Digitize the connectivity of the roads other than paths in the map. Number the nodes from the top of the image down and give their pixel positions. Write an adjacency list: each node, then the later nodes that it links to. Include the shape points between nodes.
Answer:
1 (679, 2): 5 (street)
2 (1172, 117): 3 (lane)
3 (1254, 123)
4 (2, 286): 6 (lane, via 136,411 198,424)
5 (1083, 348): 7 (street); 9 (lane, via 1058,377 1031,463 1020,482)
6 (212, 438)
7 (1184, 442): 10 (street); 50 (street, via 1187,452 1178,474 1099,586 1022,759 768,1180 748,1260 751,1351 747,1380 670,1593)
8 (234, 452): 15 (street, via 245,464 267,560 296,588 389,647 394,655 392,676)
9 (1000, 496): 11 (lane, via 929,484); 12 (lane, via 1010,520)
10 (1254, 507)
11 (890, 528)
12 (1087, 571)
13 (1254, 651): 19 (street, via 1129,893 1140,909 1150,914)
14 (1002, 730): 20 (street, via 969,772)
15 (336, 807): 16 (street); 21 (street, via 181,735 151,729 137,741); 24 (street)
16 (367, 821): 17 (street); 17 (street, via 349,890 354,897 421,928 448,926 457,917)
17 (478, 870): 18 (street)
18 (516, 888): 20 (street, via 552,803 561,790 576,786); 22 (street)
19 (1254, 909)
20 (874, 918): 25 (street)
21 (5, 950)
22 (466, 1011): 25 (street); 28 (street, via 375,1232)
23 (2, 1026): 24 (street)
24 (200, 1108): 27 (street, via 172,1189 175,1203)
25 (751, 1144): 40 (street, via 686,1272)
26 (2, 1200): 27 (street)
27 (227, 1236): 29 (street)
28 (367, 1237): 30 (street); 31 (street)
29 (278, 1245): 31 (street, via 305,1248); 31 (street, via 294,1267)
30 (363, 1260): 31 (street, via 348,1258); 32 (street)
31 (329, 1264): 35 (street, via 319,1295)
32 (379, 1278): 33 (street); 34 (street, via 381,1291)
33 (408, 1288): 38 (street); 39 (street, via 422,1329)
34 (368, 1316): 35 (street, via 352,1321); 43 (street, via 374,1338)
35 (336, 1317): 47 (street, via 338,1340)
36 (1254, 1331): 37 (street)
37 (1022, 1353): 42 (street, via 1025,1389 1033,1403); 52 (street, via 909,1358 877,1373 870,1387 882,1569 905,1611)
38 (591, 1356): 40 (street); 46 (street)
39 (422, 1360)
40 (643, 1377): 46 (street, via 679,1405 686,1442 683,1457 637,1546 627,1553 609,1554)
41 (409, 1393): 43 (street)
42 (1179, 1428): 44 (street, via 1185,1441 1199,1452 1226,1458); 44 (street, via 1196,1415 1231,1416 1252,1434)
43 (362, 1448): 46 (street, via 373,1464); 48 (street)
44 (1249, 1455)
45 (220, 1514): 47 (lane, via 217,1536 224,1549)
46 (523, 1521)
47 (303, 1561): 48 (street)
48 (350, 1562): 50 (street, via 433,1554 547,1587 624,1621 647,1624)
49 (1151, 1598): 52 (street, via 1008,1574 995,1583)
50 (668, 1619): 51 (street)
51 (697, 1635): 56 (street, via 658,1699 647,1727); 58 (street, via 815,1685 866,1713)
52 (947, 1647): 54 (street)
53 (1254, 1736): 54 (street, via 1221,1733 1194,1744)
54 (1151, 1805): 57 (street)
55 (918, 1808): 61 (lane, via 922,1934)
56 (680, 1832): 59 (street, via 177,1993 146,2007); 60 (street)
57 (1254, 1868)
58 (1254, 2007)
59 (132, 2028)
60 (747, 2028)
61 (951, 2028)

> **YOUR ASSIGNMENT**
The entries above, copied exactly, form the whole answer.

> **SOLUTION TO THIS EXERCISE**
Digitize the connectivity of the roads other than paths in the map. Number the nodes from the top of the image down and give their pixel positions. Write an adjacency list: each node, then the later nodes that it links to. Include the shape points between nodes.
Answer:
1 (679, 2): 5 (street)
2 (1172, 117): 3 (lane)
3 (1254, 123)
4 (2, 286): 6 (lane, via 136,411 198,424)
5 (1083, 348): 7 (street); 9 (lane, via 1058,377 1031,463 1020,482)
6 (212, 438)
7 (1184, 442): 10 (street); 50 (street, via 1187,452 1178,474 1099,586 1022,759 768,1180 748,1260 751,1351 747,1380 670,1593)
8 (234, 452): 15 (street, via 245,464 267,560 296,588 389,647 394,655 392,676)
9 (1000, 496): 11 (lane, via 929,484); 12 (lane, via 1010,520)
10 (1254, 507)
11 (890, 528)
12 (1087, 571)
13 (1254, 651): 19 (street, via 1129,893 1140,909 1150,914)
14 (1002, 730): 20 (street, via 969,772)
15 (336, 807): 16 (street); 21 (street, via 181,735 151,729 137,741); 24 (street)
16 (367, 821): 17 (street); 17 (street, via 349,890 354,897 421,928 448,926 457,917)
17 (478, 870): 18 (street)
18 (516, 888): 20 (street, via 552,803 561,790 576,786); 22 (street)
19 (1254, 909)
20 (874, 918): 25 (street)
21 (5, 950)
22 (466, 1011): 25 (street); 28 (street, via 375,1232)
23 (2, 1026): 24 (street)
24 (200, 1108): 27 (street, via 172,1189 175,1203)
25 (751, 1144): 40 (street, via 686,1272)
26 (2, 1200): 27 (street)
27 (227, 1236): 29 (street)
28 (367, 1237): 30 (street); 31 (street)
29 (278, 1245): 31 (street, via 305,1248); 31 (street, via 294,1267)
30 (363, 1260): 31 (street, via 348,1258); 32 (street)
31 (329, 1264): 35 (street, via 319,1295)
32 (379, 1278): 33 (street); 34 (street, via 381,1291)
33 (408, 1288): 38 (street); 39 (street, via 422,1329)
34 (368, 1316): 35 (street, via 352,1321); 43 (street, via 374,1338)
35 (336, 1317): 47 (street, via 338,1340)
36 (1254, 1331): 37 (street)
37 (1022, 1353): 42 (street, via 1025,1389 1033,1403); 52 (street, via 909,1358 877,1373 870,1387 882,1569 905,1611)
38 (591, 1356): 40 (street); 46 (street)
39 (422, 1360)
40 (643, 1377): 46 (street, via 679,1405 686,1442 683,1457 637,1546 627,1553 609,1554)
41 (409, 1393): 43 (street)
42 (1179, 1428): 44 (street, via 1185,1441 1199,1452 1226,1458); 44 (street, via 1196,1415 1231,1416 1252,1434)
43 (362, 1448): 46 (street, via 373,1464); 48 (street)
44 (1249, 1455)
45 (220, 1514): 47 (lane, via 217,1536 224,1549)
46 (523, 1521)
47 (303, 1561): 48 (street)
48 (350, 1562): 50 (street, via 433,1554 547,1587 624,1621 647,1624)
49 (1151, 1598): 52 (street, via 1008,1574 995,1583)
50 (668, 1619): 51 (street)
51 (697, 1635): 56 (street, via 658,1699 647,1727); 58 (street, via 815,1685 866,1713)
52 (947, 1647): 54 (street)
53 (1254, 1736): 54 (street, via 1221,1733 1194,1744)
54 (1151, 1805): 57 (street)
55 (918, 1808): 61 (lane, via 922,1934)
56 (680, 1832): 59 (street, via 177,1993 146,2007); 60 (street)
57 (1254, 1868)
58 (1254, 2007)
59 (132, 2028)
60 (747, 2028)
61 (951, 2028)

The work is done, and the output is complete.